■ What you will do
Word for word, restate all the records; images are not part of the copy.

■ Exercise materials
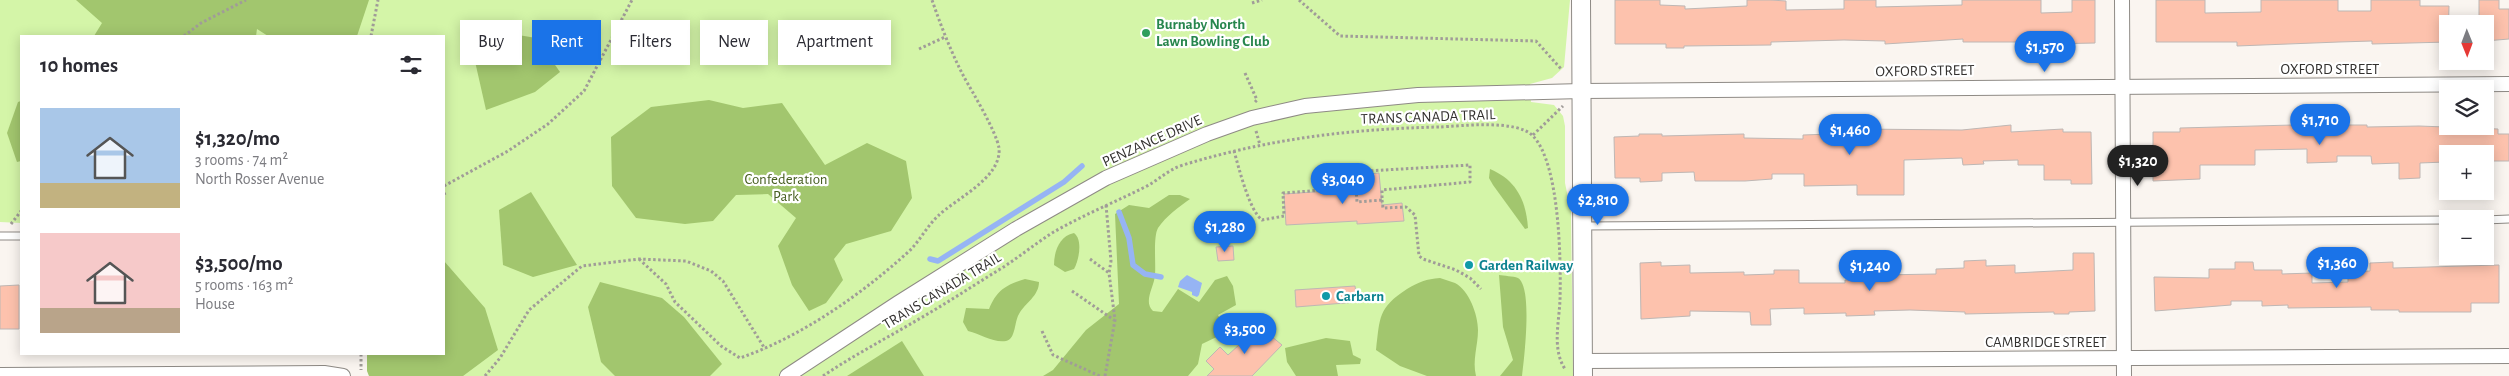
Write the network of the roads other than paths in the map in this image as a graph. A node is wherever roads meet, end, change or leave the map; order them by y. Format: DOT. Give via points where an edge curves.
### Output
graph roads {
  1 [pos="1581,0"];
  2 [pos="2122,0"];
  3 [pos="2509,84"];
  4 [pos="2124,87"];
  5 [pos="1582,91"];
  6 [pos="2439,220"];
  7 [pos="2494,220"];
  8 [pos="2509,220"];
  9 [pos="2123,222"];
  10 [pos="1582,226"];
  11 [pos="0,236"];
  12 [pos="20,236"];
  13 [pos="2509,356"];
  14 [pos="2123,358"];
  15 [pos="1583,369"];
  16 [pos="0,375"];
  17 [pos="343,376"];
  18 [pos="787,376"];
  19 [pos="2124,376"];
  1 -- 5 [label="street"];
  2 -- 4 [label="street"];
  3 -- 4 [label="street, OXFORD STREET"];
  4 -- 5 [label="street, OXFORD STREET"];
  4 -- 9 [label="street"];
  5 -- 10 [label="street"];
  5 -- 18 [label="street, PENZANCE DRIVE" via="1377,98 1304,106 1225,127 1126,168 1071,196"];
  6 -- 9 [label="lane"];
  7 -- 8 [label="lane"];
  9 -- 10 [label="lane"];
  9 -- 14 [label="street"];
  10 -- 15 [label="street"];
  11 -- 12 [label="lane"];
  13 -- 14 [label="street, CAMBRIDGE STREET"];
  14 -- 15 [label="street, CAMBRIDGE STREET"];
  14 -- 19 [label="street"];
  16 -- 17 [label="street" via="324,373"];
}
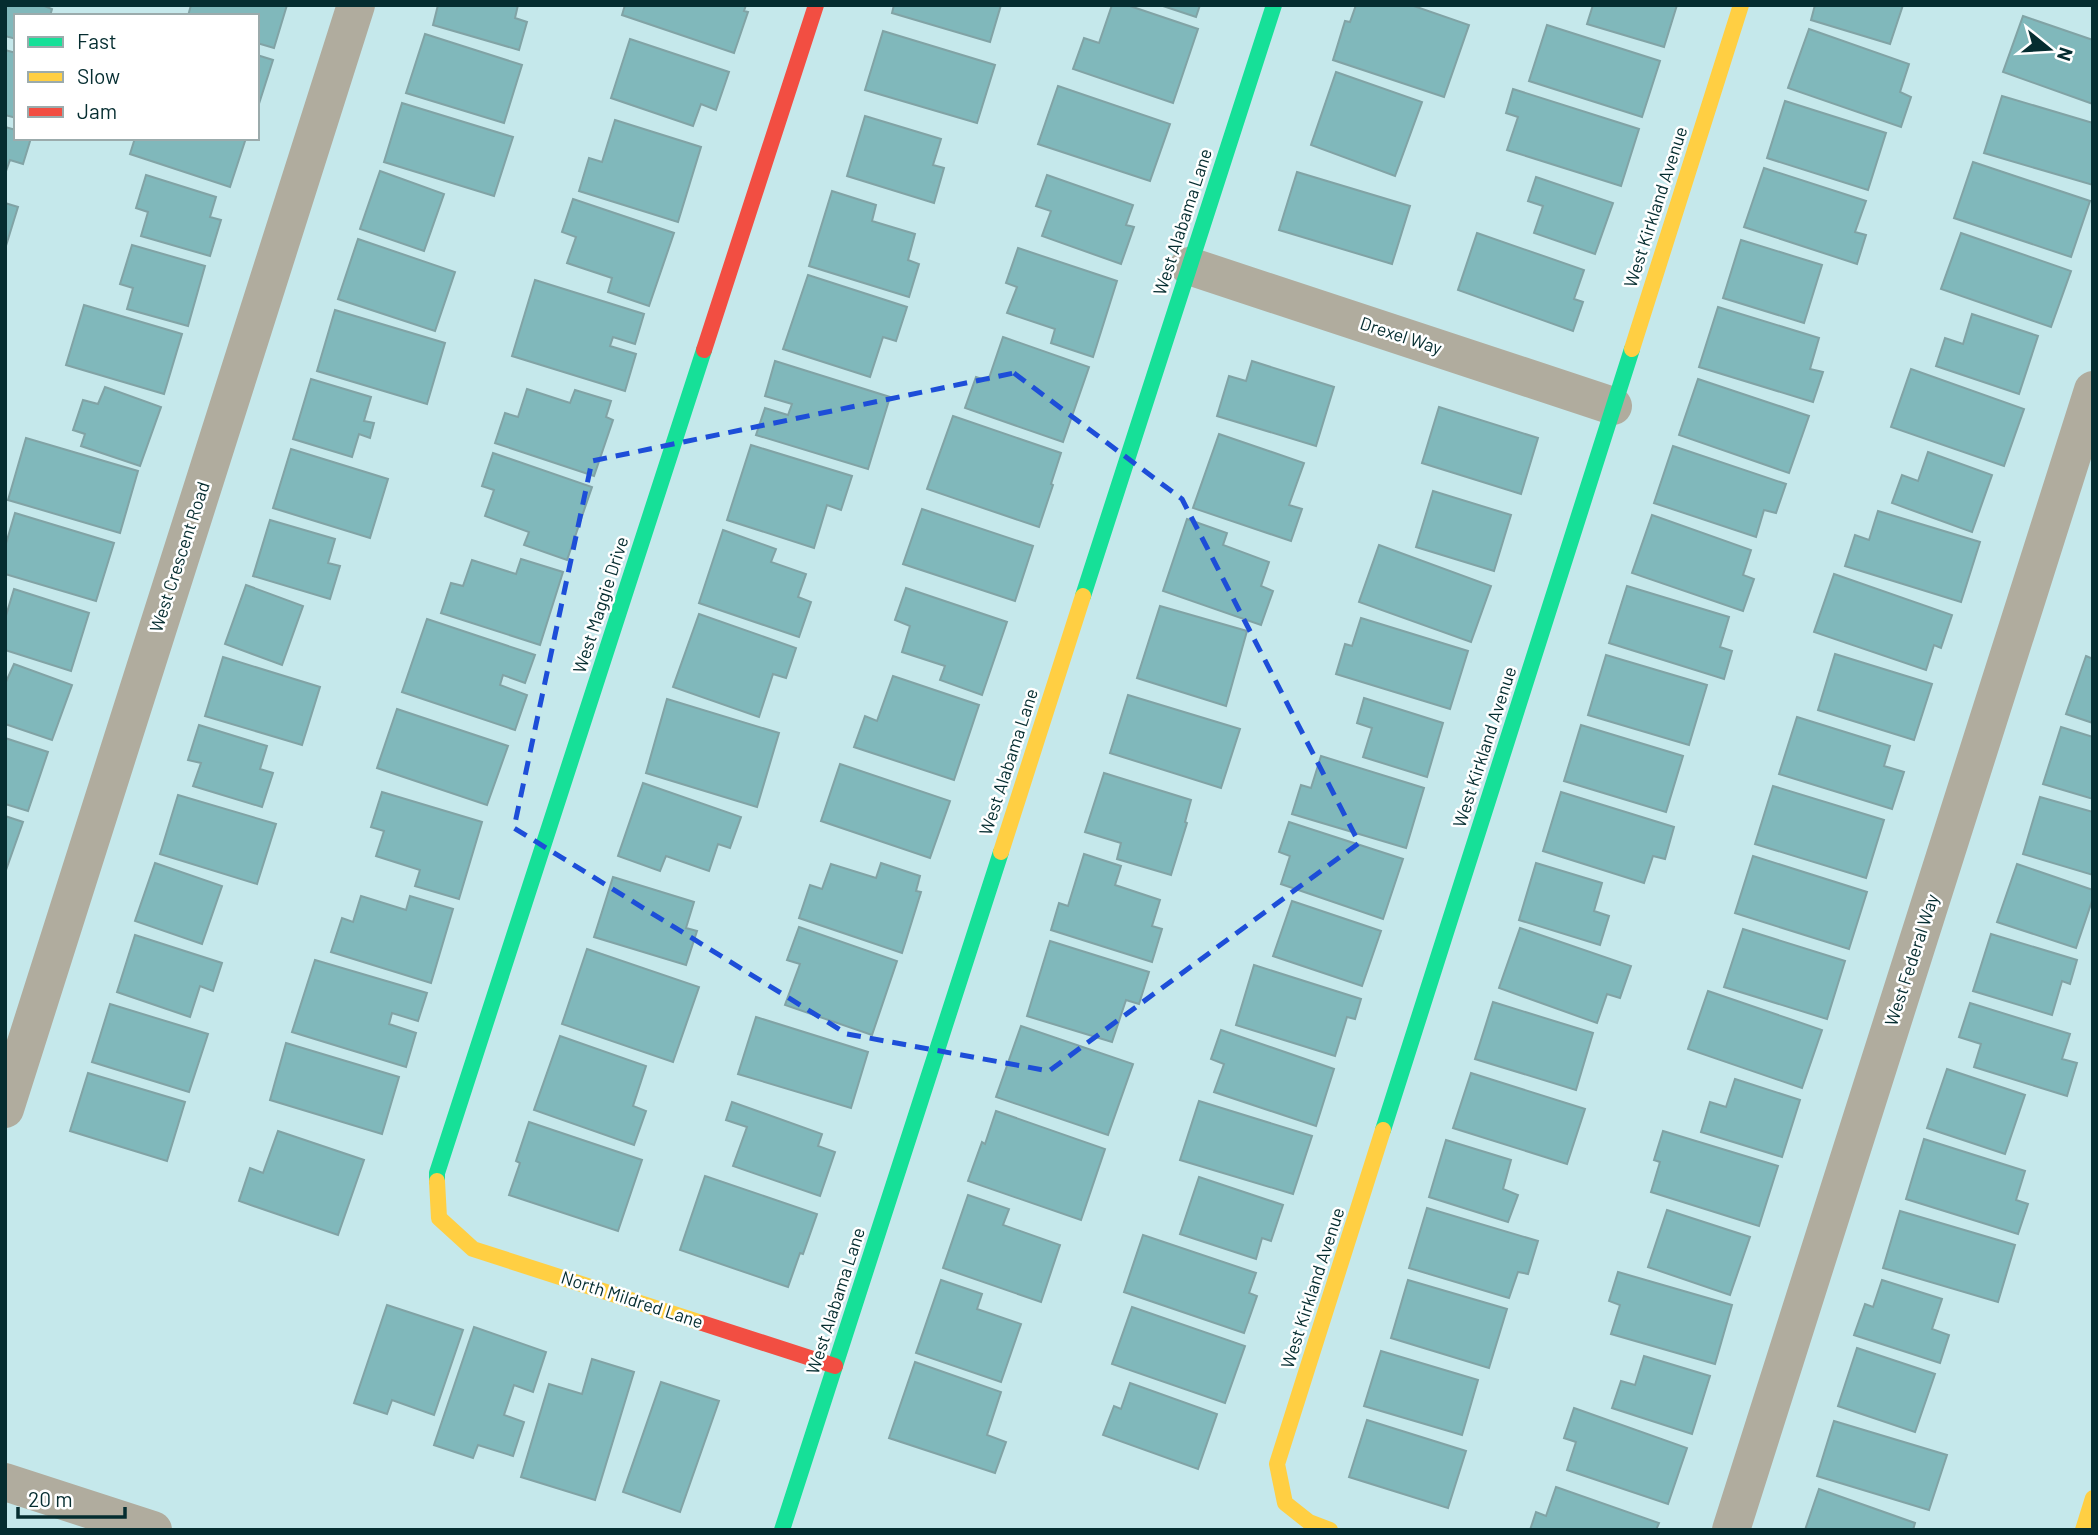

■ Response to the task
Write the network of the roads other than paths in the map in this image as a graph. A node is wherever roads meet, end, change or leave the map; order them by y. Format: DOT. Give via points where an edge curves.
### Output
graph roads {
  1 [pos="1581,0"];
  2 [pos="2122,0"];
  3 [pos="2509,84"];
  4 [pos="2124,87"];
  5 [pos="1582,91"];
  6 [pos="2439,220"];
  7 [pos="2494,220"];
  8 [pos="2509,220"];
  9 [pos="2123,222"];
  10 [pos="1582,226"];
  11 [pos="0,236"];
  12 [pos="20,236"];
  13 [pos="2509,356"];
  14 [pos="2123,358"];
  15 [pos="1583,369"];
  16 [pos="0,375"];
  17 [pos="343,376"];
  18 [pos="787,376"];
  19 [pos="2124,376"];
  1 -- 5 [label="street"];
  2 -- 4 [label="street"];
  3 -- 4 [label="street, OXFORD STREET"];
  4 -- 5 [label="street, OXFORD STREET"];
  4 -- 9 [label="street"];
  5 -- 10 [label="street"];
  5 -- 18 [label="street, PENZANCE DRIVE" via="1377,98 1304,106 1225,127 1126,168 1071,196"];
  6 -- 9 [label="lane"];
  7 -- 8 [label="lane"];
  9 -- 10 [label="lane"];
  9 -- 14 [label="street"];
  10 -- 15 [label="street"];
  11 -- 12 [label="lane"];
  13 -- 14 [label="street, CAMBRIDGE STREET"];
  14 -- 15 [label="street, CAMBRIDGE STREET"];
  14 -- 19 [label="street"];
  16 -- 17 [label="street" via="324,373"];
}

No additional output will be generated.